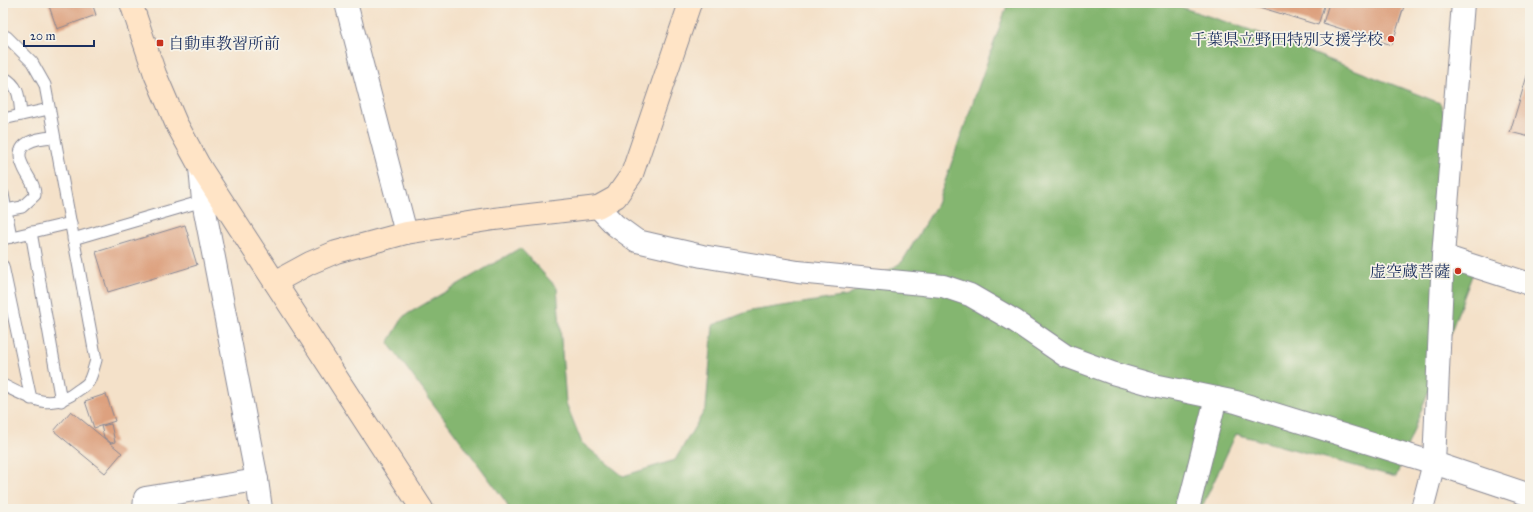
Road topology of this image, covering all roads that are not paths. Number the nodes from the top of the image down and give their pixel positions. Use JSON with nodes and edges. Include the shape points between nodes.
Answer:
{"nodes":[{"id":1,"x":131,"y":3,"type":"edge"},
{"id":2,"x":346,"y":3,"type":"edge"},
{"id":3,"x":690,"y":3,"type":"edge"},
{"id":4,"x":1463,"y":3,"type":"edge"},
{"id":5,"x":3,"y":35,"type":"edge"},
{"id":6,"x":3,"y":77,"type":"edge"},
{"id":7,"x":49,"y":109,"type":"junction"},
{"id":8,"x":21,"y":115,"type":"junction"},
{"id":9,"x":3,"y":118,"type":"edge"},
{"id":10,"x":54,"y":137,"type":"junction"},
{"id":11,"x":200,"y":167,"type":"junction"},
{"id":12,"x":3,"y":194,"type":"edge"},
{"id":13,"x":203,"y":201,"type":"junction"},
{"id":14,"x":598,"y":208,"type":"junction"},
{"id":15,"x":6,"y":210,"type":"junction"},
{"id":16,"x":71,"y":223,"type":"junction"},
{"id":17,"x":31,"y":232,"type":"junction"},
{"id":18,"x":406,"y":233,"type":"junction"},
{"id":19,"x":7,"y":238,"type":"edge"},
{"id":20,"x":74,"y":239,"type":"junction"},
{"id":21,"x":1443,"y":256,"type":"junction"},
{"id":22,"x":3,"y":266,"type":"edge"},
{"id":23,"x":275,"y":282,"type":"junction"},
{"id":24,"x":1530,"y":284,"type":"edge"},
{"id":25,"x":3,"y":385,"type":"edge"},
{"id":26,"x":1216,"y":398,"type":"junction"},
{"id":27,"x":31,"y":399,"type":"junction"},
{"id":28,"x":61,"y":400,"type":"junction"},
{"id":29,"x":1434,"y":463,"type":"junction"},
{"id":30,"x":257,"y":480,"type":"junction"},
{"id":31,"x":1530,"y":495,"type":"edge"},
{"id":32,"x":144,"y":509,"type":"edge"},
{"id":33,"x":261,"y":509,"type":"edge"},
{"id":34,"x":422,"y":509,"type":"edge"},
{"id":35,"x":1188,"y":509,"type":"edge"},
{"id":36,"x":1422,"y":509,"type":"edge"}],
"edges":[{"from":1,"to":11,"type":"street","via":[[155,74],[176,123]]},
{"from":2,"to":18,"type":"street"},
{"from":3,"to":14,"type":"street","via":[[632,174],[616,197]]},
{"from":4,"to":21,"type":"street"},
{"from":5,"to":7,"type":"lane","via":[[32,62],[45,85]]},
{"from":6,"to":8,"type":"lane","via":[[12,82],[19,93]]},
{"from":7,"to":8,"type":"lane"},
{"from":7,"to":10,"type":"lane"},
{"from":8,"to":9,"type":"lane"},
{"from":10,"to":15,"type":"lane","via":[[38,138],[25,144],[20,152],[22,166],[35,186],[35,195],[22,207]]},
{"from":10,"to":16,"type":"lane"},
{"from":11,"to":13,"type":"street"},
{"from":11,"to":23,"type":"street"},
{"from":12,"to":15,"type":"lane"},
{"from":13,"to":20,"type":"lane"},
{"from":13,"to":30,"type":"street"},
{"from":14,"to":18,"type":"street","via":[[494,219]]},
{"from":14,"to":26,"type":"street","via":[[637,241],[702,256],[798,272],[943,286],[970,295],[1015,321],[1066,356],[1154,385]]},
{"from":15,"to":19,"type":"lane"},
{"from":16,"to":17,"type":"lane"},
{"from":16,"to":20,"type":"lane"},
{"from":17,"to":19,"type":"lane"},
{"from":17,"to":28,"type":"lane"},
{"from":18,"to":23,"type":"street","via":[[336,252]]},
{"from":20,"to":28,"type":"lane","via":[[96,360],[88,382],[67,399]]},
{"from":21,"to":24,"type":"street"},
{"from":21,"to":29,"type":"street"},
{"from":22,"to":27,"type":"lane"},
{"from":23,"to":34,"type":"street"},
{"from":25,"to":27,"type":"lane"},
{"from":26,"to":29,"type":"street"},
{"from":26,"to":35,"type":"street"},
{"from":27,"to":28,"type":"lane","via":[[52,402]]},
{"from":29,"to":31,"type":"street"},
{"from":29,"to":36,"type":"street"},
{"from":30,"to":32,"type":"street","via":[[145,498]]},
{"from":30,"to":33,"type":"street"}]}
▬▬▬▬▬▬▬▬▬▬
Assigned task:
With the pictures omitted, give every line above again exactly.

Output of the task:
Road topology of this image, covering all roads that are not paths. Number the nodes from the top of the image down and give their pixel positions. Use JSON with nodes and edges. Include the shape points between nodes.
Answer:
{"nodes":[{"id":1,"x":131,"y":3,"type":"edge"},
{"id":2,"x":346,"y":3,"type":"edge"},
{"id":3,"x":690,"y":3,"type":"edge"},
{"id":4,"x":1463,"y":3,"type":"edge"},
{"id":5,"x":3,"y":35,"type":"edge"},
{"id":6,"x":3,"y":77,"type":"edge"},
{"id":7,"x":49,"y":109,"type":"junction"},
{"id":8,"x":21,"y":115,"type":"junction"},
{"id":9,"x":3,"y":118,"type":"edge"},
{"id":10,"x":54,"y":137,"type":"junction"},
{"id":11,"x":200,"y":167,"type":"junction"},
{"id":12,"x":3,"y":194,"type":"edge"},
{"id":13,"x":203,"y":201,"type":"junction"},
{"id":14,"x":598,"y":208,"type":"junction"},
{"id":15,"x":6,"y":210,"type":"junction"},
{"id":16,"x":71,"y":223,"type":"junction"},
{"id":17,"x":31,"y":232,"type":"junction"},
{"id":18,"x":406,"y":233,"type":"junction"},
{"id":19,"x":7,"y":238,"type":"edge"},
{"id":20,"x":74,"y":239,"type":"junction"},
{"id":21,"x":1443,"y":256,"type":"junction"},
{"id":22,"x":3,"y":266,"type":"edge"},
{"id":23,"x":275,"y":282,"type":"junction"},
{"id":24,"x":1530,"y":284,"type":"edge"},
{"id":25,"x":3,"y":385,"type":"edge"},
{"id":26,"x":1216,"y":398,"type":"junction"},
{"id":27,"x":31,"y":399,"type":"junction"},
{"id":28,"x":61,"y":400,"type":"junction"},
{"id":29,"x":1434,"y":463,"type":"junction"},
{"id":30,"x":257,"y":480,"type":"junction"},
{"id":31,"x":1530,"y":495,"type":"edge"},
{"id":32,"x":144,"y":509,"type":"edge"},
{"id":33,"x":261,"y":509,"type":"edge"},
{"id":34,"x":422,"y":509,"type":"edge"},
{"id":35,"x":1188,"y":509,"type":"edge"},
{"id":36,"x":1422,"y":509,"type":"edge"}],
"edges":[{"from":1,"to":11,"type":"street","via":[[155,74],[176,123]]},
{"from":2,"to":18,"type":"street"},
{"from":3,"to":14,"type":"street","via":[[632,174],[616,197]]},
{"from":4,"to":21,"type":"street"},
{"from":5,"to":7,"type":"lane","via":[[32,62],[45,85]]},
{"from":6,"to":8,"type":"lane","via":[[12,82],[19,93]]},
{"from":7,"to":8,"type":"lane"},
{"from":7,"to":10,"type":"lane"},
{"from":8,"to":9,"type":"lane"},
{"from":10,"to":15,"type":"lane","via":[[38,138],[25,144],[20,152],[22,166],[35,186],[35,195],[22,207]]},
{"from":10,"to":16,"type":"lane"},
{"from":11,"to":13,"type":"street"},
{"from":11,"to":23,"type":"street"},
{"from":12,"to":15,"type":"lane"},
{"from":13,"to":20,"type":"lane"},
{"from":13,"to":30,"type":"street"},
{"from":14,"to":18,"type":"street","via":[[494,219]]},
{"from":14,"to":26,"type":"street","via":[[637,241],[702,256],[798,272],[943,286],[970,295],[1015,321],[1066,356],[1154,385]]},
{"from":15,"to":19,"type":"lane"},
{"from":16,"to":17,"type":"lane"},
{"from":16,"to":20,"type":"lane"},
{"from":17,"to":19,"type":"lane"},
{"from":17,"to":28,"type":"lane"},
{"from":18,"to":23,"type":"street","via":[[336,252]]},
{"from":20,"to":28,"type":"lane","via":[[96,360],[88,382],[67,399]]},
{"from":21,"to":24,"type":"street"},
{"from":21,"to":29,"type":"street"},
{"from":22,"to":27,"type":"lane"},
{"from":23,"to":34,"type":"street"},
{"from":25,"to":27,"type":"lane"},
{"from":26,"to":29,"type":"street"},
{"from":26,"to":35,"type":"street"},
{"from":27,"to":28,"type":"lane","via":[[52,402]]},
{"from":29,"to":31,"type":"street"},
{"from":29,"to":36,"type":"street"},
{"from":30,"to":32,"type":"street","via":[[145,498]]},
{"from":30,"to":33,"type":"street"}]}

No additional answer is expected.